In this study, we investigated the interface between Sf21 cells expressing insect ORs and aluminium-based layers. Specimen preparation using the CP for SEM observations allowed us to analyse the detailed nanostructures of the Sf21 cell–device interfaces, and image analysis of cleft distances indicated that the majority of the bottom surfaces of Sf21 cells expressing insect ORs attached to device surfaces at distances shorter than those previously reported. These results suggested that the cells attached to the device surface by a different mechanism than focal adhesion. Additionally, this study provided the information to support that the electrical model of the OSFET could be the capacitive coupling of the plasma membranes of Sf21 cells expressing insect ORs and device surfaces, and is unrelated to ionic current in the cleft of cell–device interfaces.

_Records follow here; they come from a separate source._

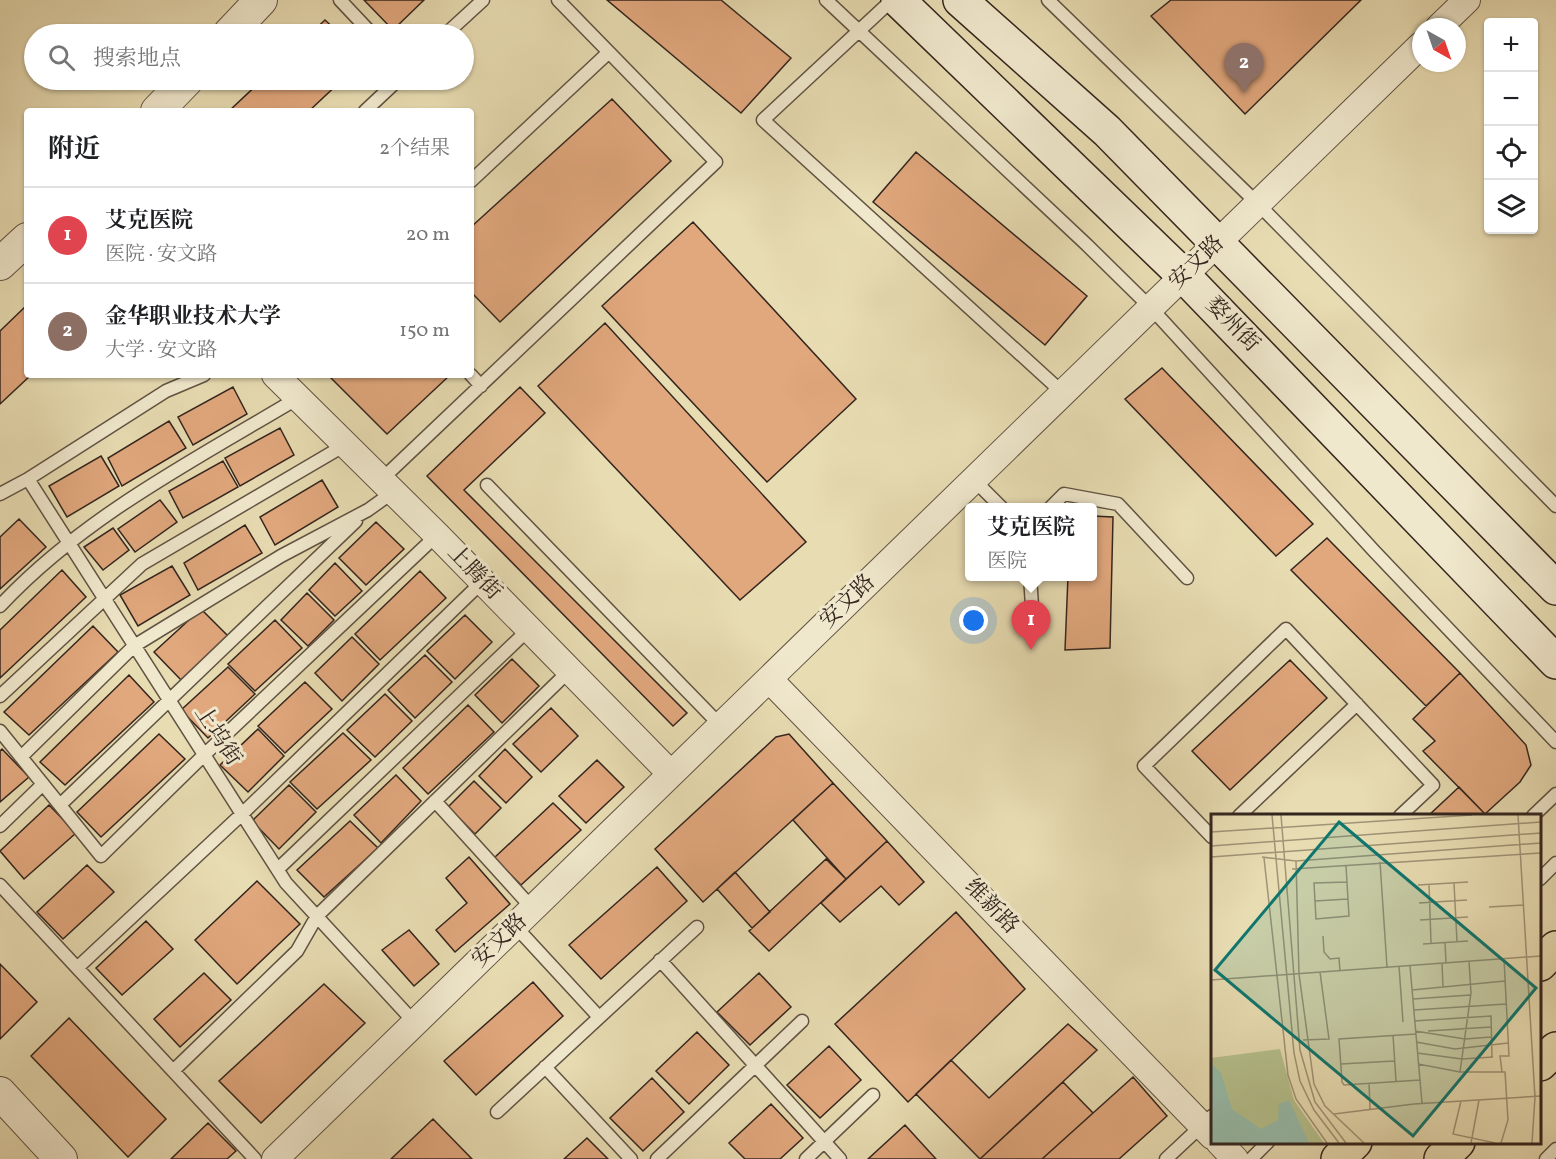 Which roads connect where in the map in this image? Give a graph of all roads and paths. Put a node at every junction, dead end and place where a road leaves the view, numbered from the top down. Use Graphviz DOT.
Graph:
graph roads {
  1 [pos="261,0"];
  2 [pos="340,0"];
  3 [pos="483,0"];
  4 [pos="558,0"];
  5 [pos="826,0"];
  6 [pos="892,0"];
  7 [pos="898,0"];
  8 [pos="960,0"];
  9 [pos="1048,0"];
  10 [pos="1467,0"];
  11 [pos="1448,18"];
  12 [pos="238,24"];
  13 [pos="363,24"];
  14 [pos="457,24"];
  15 [pos="860,31"];
  16 [pos="609,52"];
  17 [pos="1412,54"];
  18 [pos="177,90"];
  19 [pos="387,90"];
  20 [pos="160,108"];
  21 [pos="368,108"];
  22 [pos="474,178"];
  23 [pos="1258,204"];
  24 [pos="24,242"];
  25 [pos="1218,242"];
  26 [pos="0,264"];
  27 [pos="1185,276"];
  28 [pos="1151,308"];
  29 [pos="197,378"];
  30 [pos="278,378"];
  31 [pos="474,378"];
  32 [pos="481,386"];
  33 [pos="1063,393"];
  34 [pos="298,398"];
  35 [pos="345,445"];
  36 [pos="28,479"];
  37 [pos="974,480"];
  38 [pos="487,485"];
  39 [pos="387,486"];
  40 [pos="0,494"];
  41 [pos="998,503"];
  42 [pos="1054,503"];
  43 [pos="1556,506"];
  44 [pos="368,510"];
  45 [pos="437,535"];
  46 [pos="69,544"];
  47 [pos="1187,578"];
  48 [pos="1030,581"];
  49 [pos="482,582"];
  50 [pos="1556,588"];
  51 [pos="104,599"];
  52 [pos="0,606"];
  53 [pos="1033,621"];
  54 [pos="529,629"];
  55 [pos="135,646"];
  56 [pos="1556,662"];
  57 [pos="570,671"];
  58 [pos="770,679"];
  59 [pos="0,696"];
  60 [pos="169,700"];
  61 [pos="1357,704"];
  62 [pos="721,726"];
  63 [pos="0,731"];
  64 [pos="1556,742"];
  65 [pos="204,755"];
  66 [pos="21,757"];
  67 [pos="671,774"];
  68 [pos="43,784"];
  69 [pos="1556,794"];
  70 [pos="435,801"];
  71 [pos="60,805"];
  72 [pos="242,814"];
  73 [pos="1241,814"];
  74 [pos="1402,814"];
  75 [pos="1535,814"];
  76 [pos="0,826"];
  77 [pos="1211,836"];
  78 [pos="1556,863"];
  79 [pos="278,870"];
  80 [pos="1541,877"];
  81 [pos="0,885"];
  82 [pos="317,916"];
  83 [pos="524,917"];
  84 [pos="697,927"];
  85 [pos="1556,948"];
  86 [pos="660,960"];
  87 [pos="1541,962"];
  88 [pos="77,968"];
  89 [pos="599,1017"];
  90 [pos="802,1021"];
  91 [pos="415,1023"];
  92 [pos="1556,1048"];
  93 [pos="1541,1062"];
  94 [pos="755,1065"];
  95 [pos="545,1067"];
  96 [pos="173,1071"];
  97 [pos="0,1093"];
  98 [pos="873,1095"];
  99 [pos="497,1112"];
  100 [pos="1211,1129"];
  101 [pos="1211,1131"];
  102 [pos="824,1142"];
  103 [pos="1223,1144"];
  104 [pos="1267,1144"];
  105 [pos="1354,1144"];
  106 [pos="1457,1144"];
  107 [pos="1556,1149"];
  108 [pos="61,1159"];
  109 [pos="255,1159"];
  110 [pos="275,1159"];
  111 [pos="631,1159"];
  112 [pos="657,1159"];
  113 [pos="806,1159"];
  114 [pos="840,1159"];
  115 [pos="1166,1159"];
  116 [pos="1235,1159"];
  117 [pos="1251,1159"];
  118 [pos="1338,1159"];
  119 [pos="1441,1159"];
  120 [pos="1546,1159"];
  1 -- 12 [label="street"];
  2 -- 13 [label="lane"];
  3 -- 14 [label="lane"];
  4 -- 16 [label="lane"];
  5 -- 15 [label="lane"];
  6 -- 15 [label="lane"];
  7 -- 27 [label="main road, 婺州街"];
  8 -- 25 [label="main road"];
  9 -- 23 [label="lane"];
  10 -- 11 [label="street"];
  15 -- 28 [label="lane"];
  15 -- 33 [label="lane"];
  16 -- 22 [label="lane"];
  16 -- 32 [label="lane"];
  17 -- 23 [label="street, 安文路"];
  18 -- 20 [label="street"];
  19 -- 21 [label="lane"];
  23 -- 25 [label="street, 安文路"];
  23 -- 43 [label="lane"];
  24 -- 26 [label="street"];
  25 -- 27 [label="street, 安文路"];
  25 -- 50 [label="main road"];
  27 -- 28 [label="street, 安文路"];
  27 -- 56 [label="main road, 婺州街"];
  28 -- 33 [label="street, 安文路"];
  28 -- 64 [label="lane"];
  29 -- 36 [label="lane"];
  30 -- 34 [label="street, 上腾街"];
  31 -- 32 [label="lane"];
  32 -- 39 [label="lane"];
  33 -- 37 [label="street, 安文路"];
  34 -- 35 [label="street, 上腾街"];
  34 -- 46 [label="lane"];
  35 -- 39 [label="street, 上腾街"];
  35 -- 51 [label="lane"];
  36 -- 40 [label="lane"];
  36 -- 46 [label="lane, 上坞街"];
  37 -- 41 [label="lane"];
  37 -- 58 [label="street, 安文路"];
  38 -- 62 [label="lane"];
  39 -- 44 [label="lane"];
  39 -- 45 [label="street, 上腾街"];
  42 -- 47 [label="lane"];
  44 -- 55 [label="lane"];
  44 -- 60 [label="lane"];
  45 -- 49 [label="street, 上腾街"];
  45 -- 65 [label="lane"];
  46 -- 51 [label="lane, 上坞街"];
  46 -- 52 [label="lane"];
  48 -- 53 [label="lane"];
  49 -- 54 [label="street, 上腾街"];
  49 -- 72 [label="lane"];
  51 -- 55 [label="lane, 上坞街"];
  51 -- 59 [label="lane"];
  54 -- 57 [label="street, 上腾街"];
  54 -- 79 [label="lane"];
  55 -- 60 [label="lane, 上坞街"];
  55 -- 66 [label="lane"];
  57 -- 67 [label="street, 上腾街"];
  57 -- 70 [label="lane"];
  58 -- 62 [label="street, 安文路"];
  58 -- 100 [label="street, 维新路"];
  60 -- 65 [label="lane, 上坞街"];
  60 -- 71 [label="lane"];
  61 -- 73 [label="lane"];
  61 -- 74 [label="lane"];
  61 -- 77 [label="lane"];
  62 -- 67 [label="street, 安文路"];
  63 -- 66 [label="lane"];
  65 -- 71 [label="lane"];
  65 -- 72 [label="lane, 上坞街"];
  66 -- 68 [label="lane"];
  67 -- 83 [label="street, 安文路"];
  68 -- 71 [label="lane"];
  68 -- 76 [label="lane"];
  69 -- 75 [label="lane"];
  70 -- 82 [label="lane"];
  70 -- 83 [label="lane"];
  72 -- 79 [label="lane, 上坞街"];
  72 -- 88 [label="lane"];
  78 -- 80 [label="lane"];
  79 -- 82 [label="lane, 上坞街"];
  81 -- 88 [label="lane"];
  82 -- 91 [label="lane, 上坞街"];
  82 -- 96 [label="lane"];
  83 -- 89 [label="lane"];
  83 -- 91 [label="street, 安文路"];
  84 -- 86 [label="lane"];
  85 -- 87 [label="main road"];
  86 -- 89 [label="lane"];
  86 -- 94 [label="lane"];
  88 -- 96 [label="lane"];
  89 -- 95 [label="lane"];
  90 -- 94 [label="lane"];
  91 -- 110 [label="street, 安文路"];
  92 -- 93 [label="main road"];
  94 -- 102 [label="lane"];
  94 -- 112 [label="lane"];
  95 -- 99 [label="lane"];
  95 -- 111 [label="lane"];
  96 -- 109 [label="lane"];
  97 -- 108 [label="street"];
  98 -- 102 [label="lane"];
  101 -- 115 [label="lane"];
  102 -- 113 [label="lane"];
  102 -- 114 [label="lane"];
  103 -- 116 [label="street, 维新路"];
  104 -- 117 [label="lane"];
  105 -- 118 [label="main road"];
  106 -- 119 [label="main road"];
  107 -- 120 [label="lane"];
}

The results of calcium imaging and cell-growth observations led us to expect that Sf21 cells expressing insect ORs could function as odorant sensor elements on aluminium-based layers without being damaged, and that OSFETs can utilize aluminium-based electrode materials for reliable and cost-effective odorant sensor systems based on the commercial CMOS foundry process.